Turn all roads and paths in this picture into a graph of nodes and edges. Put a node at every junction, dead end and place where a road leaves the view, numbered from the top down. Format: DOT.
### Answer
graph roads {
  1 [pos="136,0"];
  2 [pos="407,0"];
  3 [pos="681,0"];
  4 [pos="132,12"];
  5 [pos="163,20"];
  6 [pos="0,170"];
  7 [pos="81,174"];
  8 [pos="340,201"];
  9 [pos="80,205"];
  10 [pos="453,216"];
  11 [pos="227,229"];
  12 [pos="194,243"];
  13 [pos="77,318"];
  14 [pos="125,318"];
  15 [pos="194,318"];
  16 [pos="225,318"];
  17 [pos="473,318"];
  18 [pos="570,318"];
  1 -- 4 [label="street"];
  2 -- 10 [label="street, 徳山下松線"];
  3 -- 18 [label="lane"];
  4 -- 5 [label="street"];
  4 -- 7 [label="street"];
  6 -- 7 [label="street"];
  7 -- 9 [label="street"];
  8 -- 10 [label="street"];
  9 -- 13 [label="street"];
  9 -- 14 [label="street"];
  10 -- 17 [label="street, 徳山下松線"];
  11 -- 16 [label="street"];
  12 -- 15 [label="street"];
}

******************************

TRY IT:
Repeat each record exactly. Omit nothing.

FINAL ANSWER:
Turn all roads and paths in this picture into a graph of nodes and edges. Put a node at every junction, dead end and place where a road leaves the view, numbered from the top down. Format: DOT.
### Answer
graph roads {
  1 [pos="136,0"];
  2 [pos="407,0"];
  3 [pos="681,0"];
  4 [pos="132,12"];
  5 [pos="163,20"];
  6 [pos="0,170"];
  7 [pos="81,174"];
  8 [pos="340,201"];
  9 [pos="80,205"];
  10 [pos="453,216"];
  11 [pos="227,229"];
  12 [pos="194,243"];
  13 [pos="77,318"];
  14 [pos="125,318"];
  15 [pos="194,318"];
  16 [pos="225,318"];
  17 [pos="473,318"];
  18 [pos="570,318"];
  1 -- 4 [label="street"];
  2 -- 10 [label="street, 徳山下松線"];
  3 -- 18 [label="lane"];
  4 -- 5 [label="street"];
  4 -- 7 [label="street"];
  6 -- 7 [label="street"];
  7 -- 9 [label="street"];
  8 -- 10 [label="street"];
  9 -- 13 [label="street"];
  9 -- 14 [label="street"];
  10 -- 17 [label="street, 徳山下松線"];
  11 -- 16 [label="street"];
  12 -- 15 [label="street"];
}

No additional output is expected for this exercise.